PALO ALTO – Wednesday 6 pm. State Theatre
2013 | USA | R | 100 min.
Based on a book by pop provocateur James Franco, “Palo Alto” is that rare teen movie that vividly captures the beautiful rapture and intense indifference of youth in a manner that is both decidedly of its time and somehow also timeless. A dreamily evocative portrait of teenagers trapped in their suburban milieu, this film follows April (Emma Roberts), the prototypical girl next door—shy, sensitive, and yearning for Teddy (Jack Kilmer, whose father Val makes a cameo), the sweetly lost boy next door. But despite a shared affection, adolescent indecisiveness keeps them apart and April suddenly finds herself engaged in an illicit flirtation with her soccer coach (James Franco). A remarkable debut from director Gia Coppola—proving some things really do just run in the family—her decidedly mature direction marks the entrance of a bold and exciting new voice in American cinema.
RUBBER SOUL – Friday 6 pm. Old Town Playhouse and Sunday 12 pm. Bijou
2014 | USA | NR | 84 min.
Just when you thought the Beatles had been done every which way from Sunday and back, director Jon Lefkovitz comes along with a completely fresh take on the legendary band’s story. John Lennon and Yoko Ono gave Rolling Stone’s Jann S. Wenner an interview in December 1970 for the release of “Plastic Ono Band.” Ten years later, while recording “Double Fantasy,” they agreed to an interview with Playboy, just three months before Lennon’s assassination. Lefkovitz took verbatim chunks of the interviews from transcripts and had Joseph Bearor and Denice Lee reenact them (although Ono mostly sits quietly while Lennon talks). He then expertly edited them together, cutting back and forth in time to create a fascinating and revealing look at the repetitive nature of celebrity interviews, and at John Lennon, the musician and the man.

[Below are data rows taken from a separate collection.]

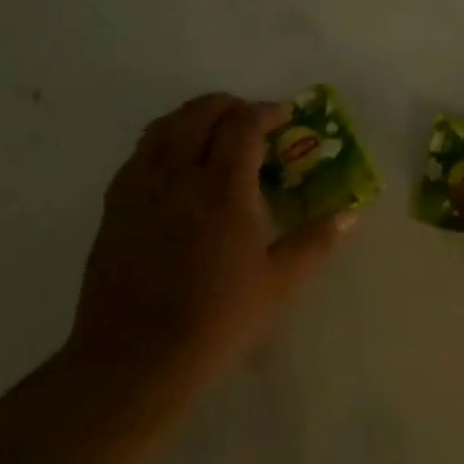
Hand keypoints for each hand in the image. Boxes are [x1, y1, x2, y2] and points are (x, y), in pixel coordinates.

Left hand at [69, 94, 354, 388]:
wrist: (136, 357)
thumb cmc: (216, 319)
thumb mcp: (278, 284)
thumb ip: (314, 242)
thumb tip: (349, 214)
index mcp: (223, 187)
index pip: (243, 124)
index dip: (265, 112)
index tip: (282, 118)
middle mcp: (178, 173)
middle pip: (199, 113)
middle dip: (228, 106)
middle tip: (249, 120)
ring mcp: (140, 186)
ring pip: (164, 126)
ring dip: (192, 117)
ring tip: (211, 134)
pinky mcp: (114, 205)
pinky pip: (139, 153)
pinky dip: (163, 142)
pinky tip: (175, 168)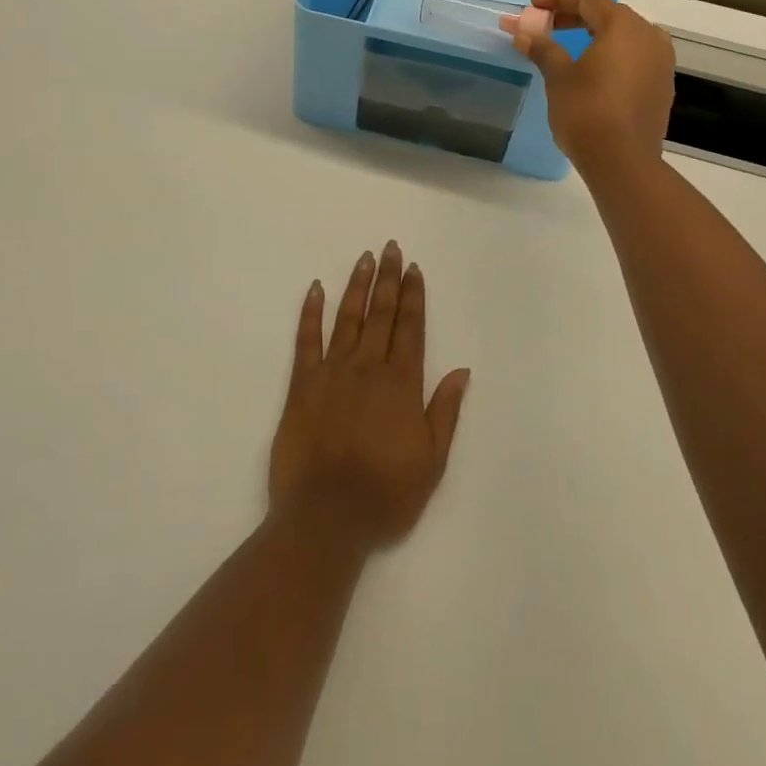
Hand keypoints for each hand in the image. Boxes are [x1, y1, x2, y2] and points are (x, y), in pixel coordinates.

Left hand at [269, 243, 469, 550]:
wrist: (326, 517)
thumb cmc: (385, 494)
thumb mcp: (431, 461)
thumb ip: (445, 411)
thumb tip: (462, 370)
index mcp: (402, 384)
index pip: (410, 328)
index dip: (413, 295)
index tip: (413, 268)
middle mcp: (369, 368)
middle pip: (381, 313)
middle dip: (388, 278)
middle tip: (390, 248)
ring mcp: (333, 372)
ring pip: (348, 318)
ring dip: (357, 285)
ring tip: (364, 258)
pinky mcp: (302, 384)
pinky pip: (306, 340)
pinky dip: (311, 312)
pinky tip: (316, 289)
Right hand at [514, 0, 674, 177]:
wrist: (623, 161)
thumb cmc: (586, 112)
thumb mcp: (558, 77)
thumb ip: (543, 49)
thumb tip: (524, 33)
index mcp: (623, 26)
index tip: (534, 4)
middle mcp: (649, 36)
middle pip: (609, 14)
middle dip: (575, 15)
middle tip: (546, 24)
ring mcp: (661, 61)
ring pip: (625, 35)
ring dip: (595, 34)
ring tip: (567, 44)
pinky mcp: (662, 85)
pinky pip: (635, 56)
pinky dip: (611, 53)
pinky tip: (593, 68)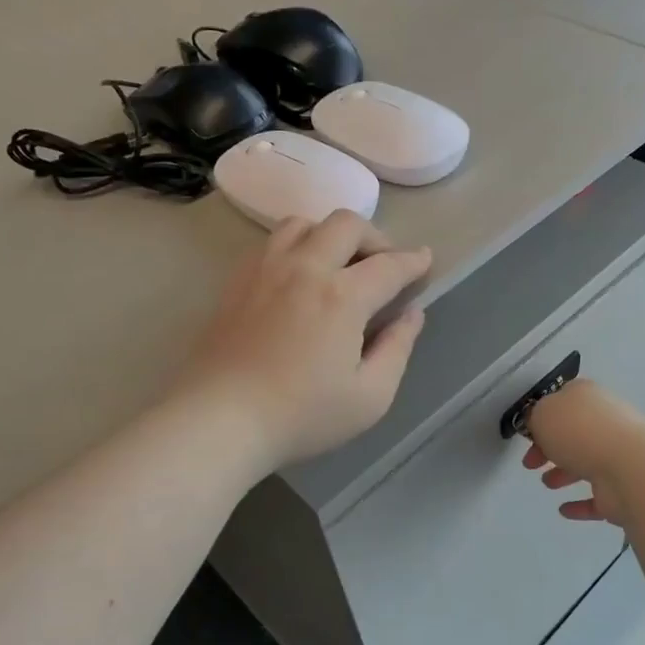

FRI 6 PM OTP | SUN 12 NOON BIJ
SUMMER OF BLOOD – Wednesday 12 am. Old Town Playhouse and Thursday 9 pm. Bijou
2014 | USA | NR | 86 min.
Part Woody Allen-esque self-deprecator, part schlubby-but-loveable Judd Apatovian man-child, writer-director-star Onur Tukel is a force to be reckoned with in this outrageously hilarious and goofy comedy. Tukel plays Eric, an egotistical and unambitious complainer who doesn’t have the good sense to say yes when his far-too- good-for-him girlfriend proposes. With limited career prospects, an inability to commit, and severe shortcomings in the bedroom, Eric is just about every Match.com-er’s worst nightmare. But just when our bumbling antihero seems to have hit rock bottom following a bizarre encounter one night, he wakes up with a new lease on life—and an insatiable thirst for blood. Transformed into a literal lady-killer, Eric embarks on a quest to win back the one that got away in this freewheeling Brooklyn love story.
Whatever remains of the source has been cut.